Apache Lucene open-source search software

https://lucene.apache.org/

Apache License 2.0

2.67k stars 1.03k forks source link

Support for building materialized views using Lucene formats #13188

Open bharath-techie opened 7 months ago

bharath-techie commented 7 months ago

Description

We are exploring the use case of building materialized views for certain fields and dimensions using Star Tree index while indexing the data. This will be based on the configured fields (dimensions and metrics) during index creation. This is inspired from http://hanj.cs.illinois.edu/pdf/vldb03_starcube.pdf and Apache Pinot’s Star Tree index. Star Tree helps to enforce upper bound on the aggregation queries ensuring predictable latency and resource usage, it is also storage space efficient and configurable. OpenSearch RFC : https://github.com/opensearch-project/OpenSearch/issues/12498

Creating this issue to discuss approaches to support Star Tree in Lucene and also to get feedback on any other approaches/recommendations from the community.

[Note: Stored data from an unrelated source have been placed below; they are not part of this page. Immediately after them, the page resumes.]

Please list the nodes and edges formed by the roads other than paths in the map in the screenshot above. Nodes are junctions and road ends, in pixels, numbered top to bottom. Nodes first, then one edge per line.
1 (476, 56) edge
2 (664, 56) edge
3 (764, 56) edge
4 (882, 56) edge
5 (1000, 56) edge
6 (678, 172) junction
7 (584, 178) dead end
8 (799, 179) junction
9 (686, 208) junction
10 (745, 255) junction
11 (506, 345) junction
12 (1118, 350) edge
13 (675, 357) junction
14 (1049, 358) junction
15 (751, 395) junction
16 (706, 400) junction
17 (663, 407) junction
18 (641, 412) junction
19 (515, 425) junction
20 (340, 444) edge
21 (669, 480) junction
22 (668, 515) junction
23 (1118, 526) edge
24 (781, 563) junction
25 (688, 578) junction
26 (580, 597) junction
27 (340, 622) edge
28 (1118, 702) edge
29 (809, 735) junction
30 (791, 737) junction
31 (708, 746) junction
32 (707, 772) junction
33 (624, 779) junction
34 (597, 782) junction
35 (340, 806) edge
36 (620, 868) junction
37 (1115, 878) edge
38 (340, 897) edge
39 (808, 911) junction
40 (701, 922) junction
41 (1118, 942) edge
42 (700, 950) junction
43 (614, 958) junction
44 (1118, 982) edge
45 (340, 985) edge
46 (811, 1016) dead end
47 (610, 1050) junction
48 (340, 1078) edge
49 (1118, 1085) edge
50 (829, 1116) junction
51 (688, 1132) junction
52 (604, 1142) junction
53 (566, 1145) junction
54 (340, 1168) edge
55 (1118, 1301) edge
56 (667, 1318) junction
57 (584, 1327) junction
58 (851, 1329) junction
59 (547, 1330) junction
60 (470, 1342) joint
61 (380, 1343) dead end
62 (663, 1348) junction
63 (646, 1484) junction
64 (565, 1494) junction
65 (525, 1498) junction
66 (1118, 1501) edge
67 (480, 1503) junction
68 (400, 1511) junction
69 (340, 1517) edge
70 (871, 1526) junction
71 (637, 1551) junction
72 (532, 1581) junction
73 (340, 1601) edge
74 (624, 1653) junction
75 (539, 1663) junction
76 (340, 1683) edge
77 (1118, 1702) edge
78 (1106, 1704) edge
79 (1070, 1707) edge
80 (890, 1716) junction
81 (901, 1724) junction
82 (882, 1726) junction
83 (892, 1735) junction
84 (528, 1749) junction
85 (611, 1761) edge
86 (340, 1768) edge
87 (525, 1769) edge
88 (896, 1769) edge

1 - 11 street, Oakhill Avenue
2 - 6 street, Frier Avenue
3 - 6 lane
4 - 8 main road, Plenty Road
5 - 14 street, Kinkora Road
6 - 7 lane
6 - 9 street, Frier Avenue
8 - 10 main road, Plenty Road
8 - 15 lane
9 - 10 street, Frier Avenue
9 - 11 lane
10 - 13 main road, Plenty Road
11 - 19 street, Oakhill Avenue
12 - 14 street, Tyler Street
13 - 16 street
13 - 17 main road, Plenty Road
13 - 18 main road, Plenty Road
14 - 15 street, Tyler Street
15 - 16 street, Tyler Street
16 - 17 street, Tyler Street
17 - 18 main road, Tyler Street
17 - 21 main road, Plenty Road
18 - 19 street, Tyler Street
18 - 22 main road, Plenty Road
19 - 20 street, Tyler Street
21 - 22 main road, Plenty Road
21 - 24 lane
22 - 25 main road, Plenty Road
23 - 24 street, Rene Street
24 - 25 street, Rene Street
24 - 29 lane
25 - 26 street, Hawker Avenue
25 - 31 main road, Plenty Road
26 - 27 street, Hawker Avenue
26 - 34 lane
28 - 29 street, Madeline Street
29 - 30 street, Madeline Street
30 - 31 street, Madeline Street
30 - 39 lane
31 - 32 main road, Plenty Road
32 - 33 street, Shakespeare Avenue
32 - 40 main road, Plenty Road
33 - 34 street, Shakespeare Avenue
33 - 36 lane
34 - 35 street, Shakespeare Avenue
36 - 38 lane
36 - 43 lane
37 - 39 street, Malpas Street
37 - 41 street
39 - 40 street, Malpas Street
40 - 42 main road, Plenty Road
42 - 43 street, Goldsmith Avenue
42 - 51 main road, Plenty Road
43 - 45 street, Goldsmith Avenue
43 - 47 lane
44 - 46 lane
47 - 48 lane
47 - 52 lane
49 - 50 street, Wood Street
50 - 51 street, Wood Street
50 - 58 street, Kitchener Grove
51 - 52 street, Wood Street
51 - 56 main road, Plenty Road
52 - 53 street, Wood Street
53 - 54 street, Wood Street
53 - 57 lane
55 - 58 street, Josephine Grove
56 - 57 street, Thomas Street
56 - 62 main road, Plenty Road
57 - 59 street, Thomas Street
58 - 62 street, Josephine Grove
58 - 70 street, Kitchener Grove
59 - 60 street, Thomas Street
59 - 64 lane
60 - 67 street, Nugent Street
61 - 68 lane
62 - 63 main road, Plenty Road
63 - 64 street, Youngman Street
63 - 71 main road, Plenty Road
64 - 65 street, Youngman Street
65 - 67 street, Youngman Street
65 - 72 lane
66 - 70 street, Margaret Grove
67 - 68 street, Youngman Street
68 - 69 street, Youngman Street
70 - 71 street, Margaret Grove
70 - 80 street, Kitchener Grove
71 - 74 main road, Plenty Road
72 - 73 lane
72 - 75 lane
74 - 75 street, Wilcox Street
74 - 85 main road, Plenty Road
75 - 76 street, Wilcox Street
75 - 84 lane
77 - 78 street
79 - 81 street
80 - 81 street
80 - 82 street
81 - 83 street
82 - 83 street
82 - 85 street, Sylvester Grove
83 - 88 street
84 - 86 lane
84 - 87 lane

Quick overview on Star Tree index creation flow

The Star Tree DocValues fields and Star Tree index are created during the flush / merge flows of indexing

Flush / merge flow

Create initial set of Star Tree documents based on the configured dimensions and metrics.
Sort the Star Tree documents based on dimensions (fields) and aggregate on the metrics (fields).
Create Star Tree index.
Create Star Tree DocValues fields for each of the Star Tree dimensions and metrics

star-lucene

Challenges

Main challenge is that ‘StarTree’ index is a multi-field index compared to other formats in Lucene / OpenSearch. This makes it infeasible to use the PerField extension defined in Lucene today. We explored ‘BinaryDocValues’ to encode dimensions and metrics, but the ‘type’ of dimensions and metrics are different. So we couldn’t find a way to extend it. [Dimensions could be numeric or text or combination].

Create Star Tree index

Approach 1 - Create a new format to build materialized views

We can create a new dedicated file format (similar to points format, postings format) for materialized views which accepts list of dimensions and metrics and the default implementation for it could be the Star Tree index.

Pros

This can be the standard format for supporting materialized views in Lucene which developers can use or extend to create custom solutions.
With this format, users can directly create materialized views during index time without the storage of original documents via DocValues indices

Cons

This will be a maintenance overhead.

Approach 2 - Extend DocValues format

Indexing - Extend DocValues to support materialized views

We can extend DocValues format to support a new type of field ‘AGGREGATED’ which will hold the configured list of dimensions and metrics by the user during index creation.

AggregatedField {
    List<String>      DimensionFields
    List<MetricConfig> MetricFields
}
MetricConfig {
     FieldName fieldName
    MetricFunction function
}
MetricFunction {
     SUM,
    AVG,
    COUNT
    ....
}

During flush / merge , the values of the dimensions and metrics will be read from the associated ‘DocValues’ fields using DocValuesProducer and we will create the Star Tree indices as per the steps mentioned above.

Search flow

We can extend ‘LeafReader’ and ‘DocValuesProducer’ with a new method ‘getAggregatedDocValues’ to get the Star Tree index during query time. This retrieves the root of the Star Tree and the dimensions and metrics DocValues fields.

Pros

If the above extensions are in place , any custom codec implementation of ‘DocValues’ can have a custom implementation for materialized views which can create relevant indices during flush/merge.
Less maintenance overhead

Cons

Tight coupling between DocValuesFormat and materialized views.
The original documents are needed to create the derived aggregated Star Tree documents

Open questions

Any suggestions on a way to pack values of ‘dimensions’ and ‘metrics' as part of ‘AggregatedField’ during indexing as part of ‘addDocument’ flow? Also, should we explore this or we can simply create the derived ‘AggregatedField’ during flush/merge ?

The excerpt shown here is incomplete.